Mes orchidées me sourient. Leur cœur est bigarré, comme devrait l'être, en douceur, ce pays. Leurs pétales sont calmes. Je sais qu'une fois la saison passée, elles ressembleront à nouveau à de vilains morceaux de bois. Mais qu'elles refleuriront l'an prochain.

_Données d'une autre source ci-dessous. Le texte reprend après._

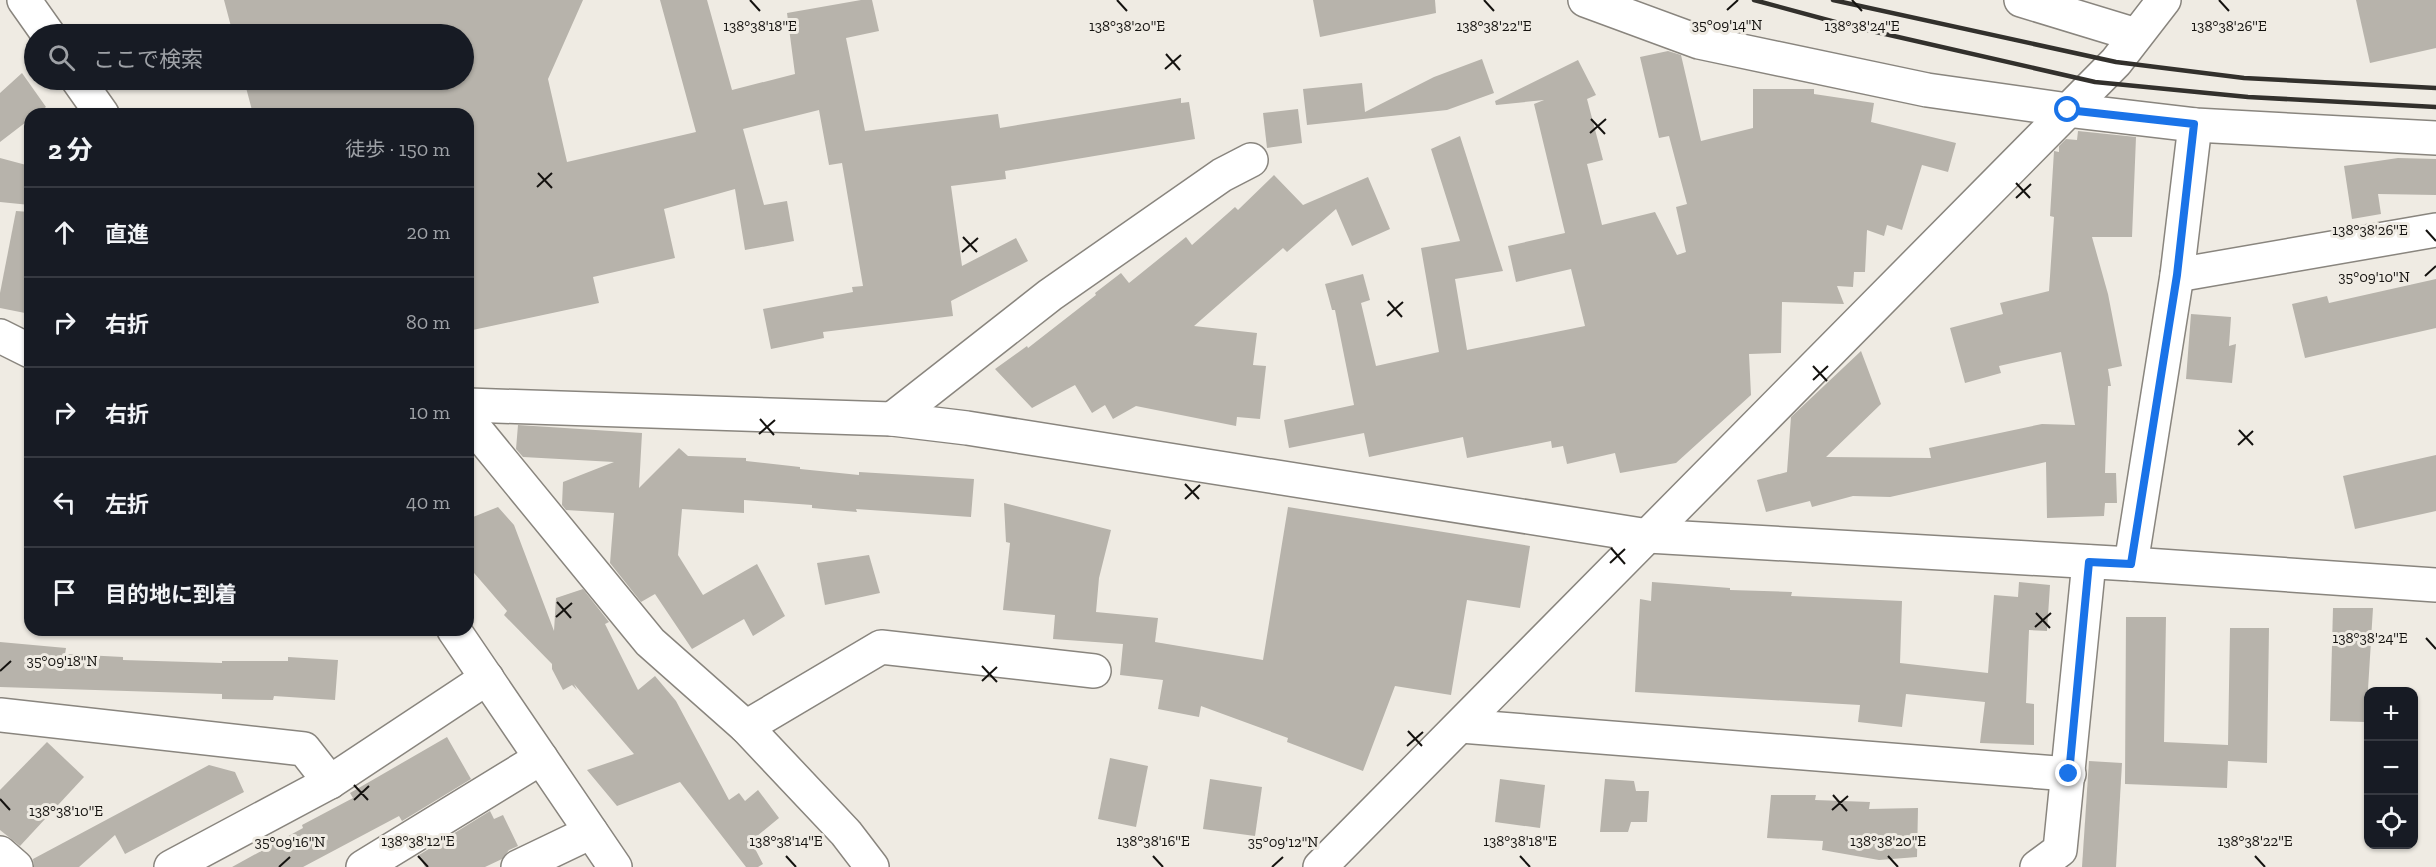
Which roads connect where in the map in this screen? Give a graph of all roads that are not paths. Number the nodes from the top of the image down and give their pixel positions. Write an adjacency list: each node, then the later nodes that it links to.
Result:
1 (24, 0): 5 (street)
2 (1585, 0): 9 (street)
3 (2021, 0): 6 (street)
4 (2164, 0): 6 (street)
5 (41, 24)
6 (2136, 35): 9 (street)
7 (85, 90): 8 (street)
8 (98, 108)
9 (2068, 110): 10 (street); 20 (street)
10 (2194, 124): 11 (street); 14 (street)
11 (2436, 138)
12 (1251, 160): 18 (street)
13 (2436, 230): 14 (street)
14 (2177, 275): 22 (street)
15 (0, 336): 16 (street)
16 (24, 348)
17 (474, 405): 18 (street)
18 (892, 419): 20 (street)
19 (474, 427): 29 (street)
20 (1648, 536): 21 (street); 28 (street)
21 (2089, 562): 22 (street); 31 (street)
22 (2131, 564): 23 (street)
23 (2436, 585)
24 (458, 636): 26 (street)
25 (1094, 671): 29 (street)
26 (487, 678): 30 (street); 32 (street)
27 (0, 715): 32 (street)
28 (1461, 726): 31 (street); 41 (street)
29 (746, 727): 40 (street)
30 (541, 758): 33 (street); 37 (street)
31 (2069, 774): 42 (street)
32 (330, 782): 36 (street)
33 (591, 832): 38 (street); 39 (street)
34 (0, 852): 35 (street)
35 (16, 867)
36 (171, 867)
37 (363, 867)
38 (518, 867)
39 (615, 867)
40 (872, 867)
41 (1320, 867)
42 (2037, 867)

Elles ont la patience au cœur de la tige. 

Parfois j'aimerais que nous soyons tous des orchidées, dont les couleurs ne se heurtent pas, qui vivent ensemble sur un coin de table sans se déchirer, ni s'insulter, car – bonheur suprême, si elles me sourient, elles ne me saoulent pas de leurs cris, elles n'insultent personne, et ne demandent rien d'autre qu'un peu d'eau et de lumière. 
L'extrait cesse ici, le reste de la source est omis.